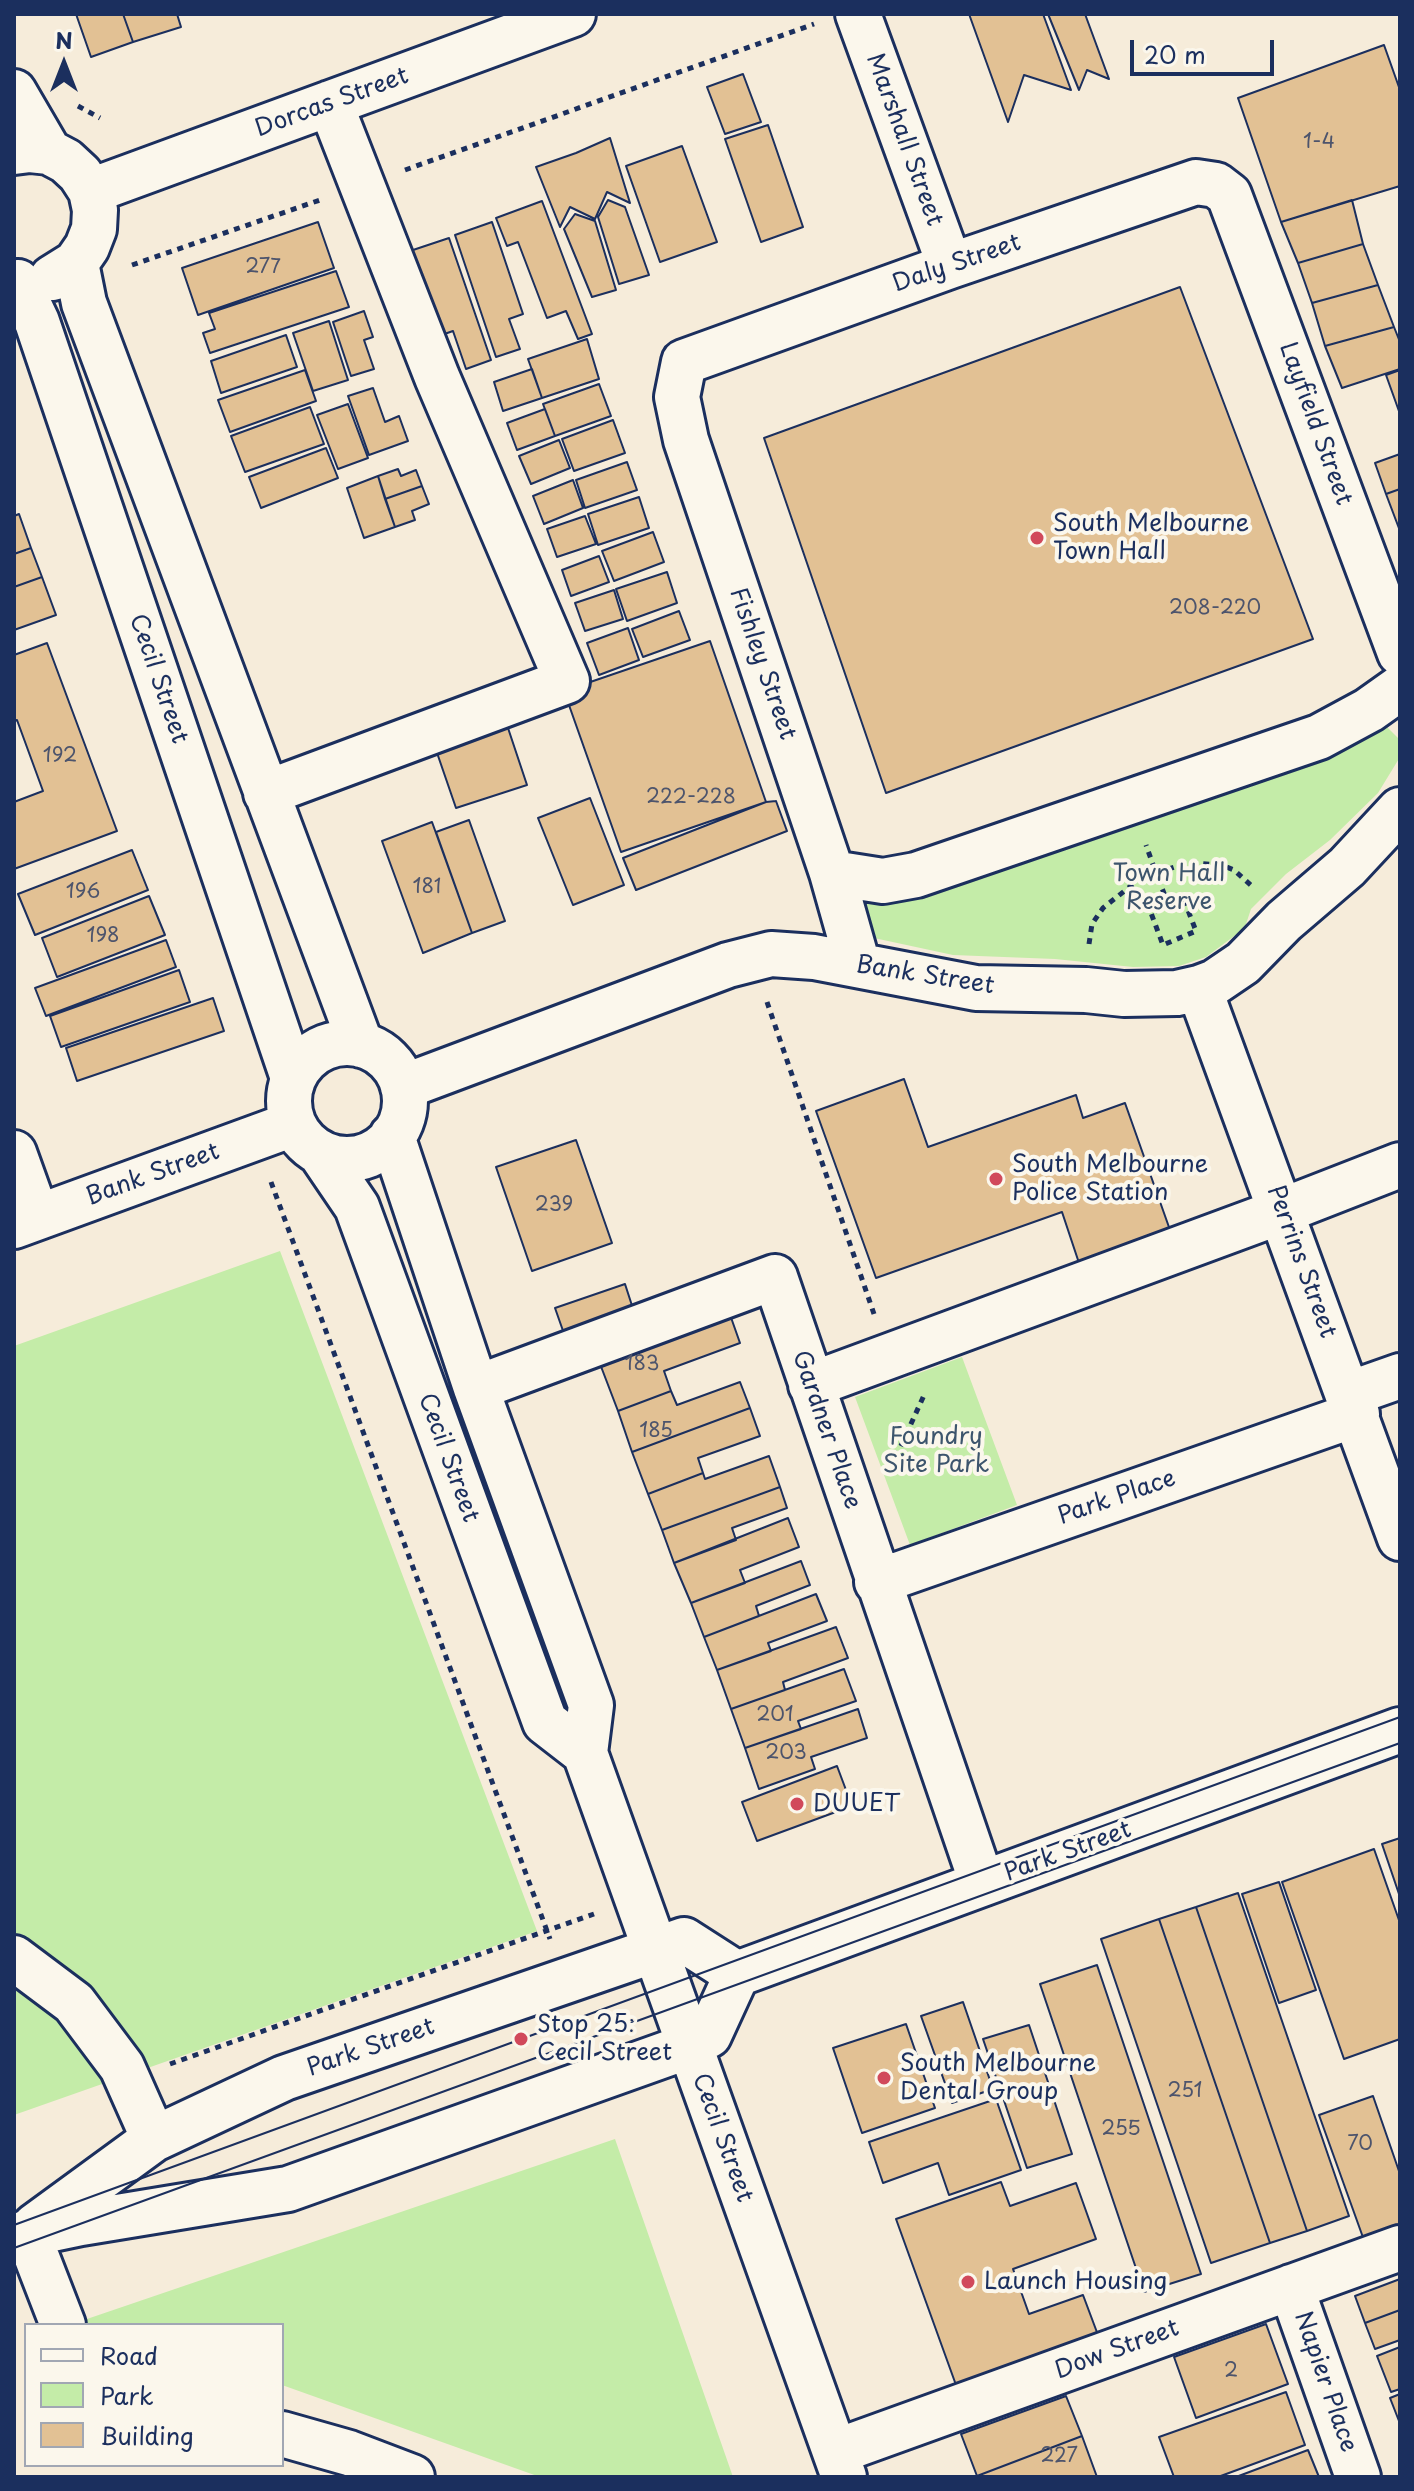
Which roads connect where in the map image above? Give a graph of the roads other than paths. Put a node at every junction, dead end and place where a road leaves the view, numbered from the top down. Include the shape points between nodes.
1 (568, 15) edge
2 (843, 17) edge
3 (14, 92) edge
4 (330, 103) junction
5 (31, 152) edge
6 (91, 191) junction
7 (1229, 195) joint
8 (76, 263) junction
9 (950, 266) junction
10 (16, 281) edge
11 (684, 362) joint
12 (180, 560) junction
13 (124, 580) junction
14 (1400, 653) edge
15 (1400, 688) edge
16 (266, 793) junction
17 (1400, 810) edge
18 (832, 873) junction
19 (858, 965) junction
20 (1199, 988) junction
21 (361, 1045) junction
22 (293, 1078) junction
23 (403, 1087) junction
24 (392, 1136) junction
25 (289, 1139) junction
26 (14, 1153) edge
27 (1400, 1165) edge
28 (1282, 1211) junction
29 (26, 1221) edge
30 (1400, 1376) edge
31 (811, 1385) junction
32 (476, 1388) junction
33 (1353, 1404) junction
34 (1400, 1538) edge
35 (877, 1582) junction
36 (1400, 1730) edge
37 (585, 1753) junction
38 (982, 1883) junction
39 (655, 1950) junction
40 (14, 1958) edge
41 (737, 1974) junction
42 (689, 2046) junction
43 (154, 2139) junction
44 (20, 2234) edge
45 (1400, 2248) edge
46 (1291, 2287) junction
47 (62, 2323) edge
48 (284, 2435) edge
49 (840, 2464) edge
50 (412, 2477) edge
51 (1358, 2477) edge

1 - 4 street, Dorcas Street
2 - 9 street, Marshall Street
3 - 5 street
4 - 6 street, Dorcas Street
4 - 16 street via 437,377 567,681
5 - 6 street via 66,161
6 - 8 street via 94,229
7 - 9 street, Daly Street via 1216,185 1196,182
7 - 14 street, Layfield Street
8 - 10 street via 39,282
8 - 12 street via 84,303
9 - 11 street, Daly Street
10 - 13 street, Cecil Street via 37,322
11 - 18 street, Fishley Street via 677,397 686,440
12 - 13 street
12 - 16 street
13 - 22 street, Cecil Street
15 - 18 street via 1319,737 906,878 865,880
16 - 21 street
17 - 20 street, Bank Street via 1347,867 1234,970
18 - 19 street, Fishley Street
19 - 20 street, Bank Street via 961,986 1156,994
19 - 23 street, Bank Street via 780,954 752,958
20 - 28 street, Perrins Street
21 - 22 street via 323,1048 303,1062
21 - 23 street via 379,1053
22 - 25 street
23 - 24 street via 405,1108
24 - 25 street via 362,1158 341,1159
24 - 32 street, Cecil Street
25 - 29 street, Bank Street
25 - 37 street, Cecil Street via 357,1207 545,1722
26 - 29 street
27 - 28 street
28 - 31 street
28 - 33 street, Perrins Street
30 - 33 street, Park Place
31 - 32 street, Gardner Place via 775,1277
31 - 35 street, Gardner Place
32 - 37 street, Cecil Street via 591,1705
33 - 34 street, Perrins Street
33 - 35 street, Park Place
35 - 38 street, Gardner Place
36 - 38 street, Park Street
37 - 39 street, Cecil Street
38 - 41 street, Park Street
39 - 41 street, Park Street via 684,1940
39 - 42 street, Cecil Street
39 - 43 street, Park Street via 284,2078
40 - 43 street via 74,2003 122,2067
41 - 42 street via 709,2035
42 - 44 street via 288,2189
42 - 49 street, Cecil Street
43 - 44 street, Park Street
44 - 47 street
45 - 46 street, Dow Street
46 - 49 street, Dow Street
46 - 51 street, Napier Place
48 - 50 street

· · · ·

For this exercise, find all lines in the records containing the word "Daly" and copy them.

7 - 9 street, Daly Street via 1216,185 1196,182
9 - 11 street, Daly Street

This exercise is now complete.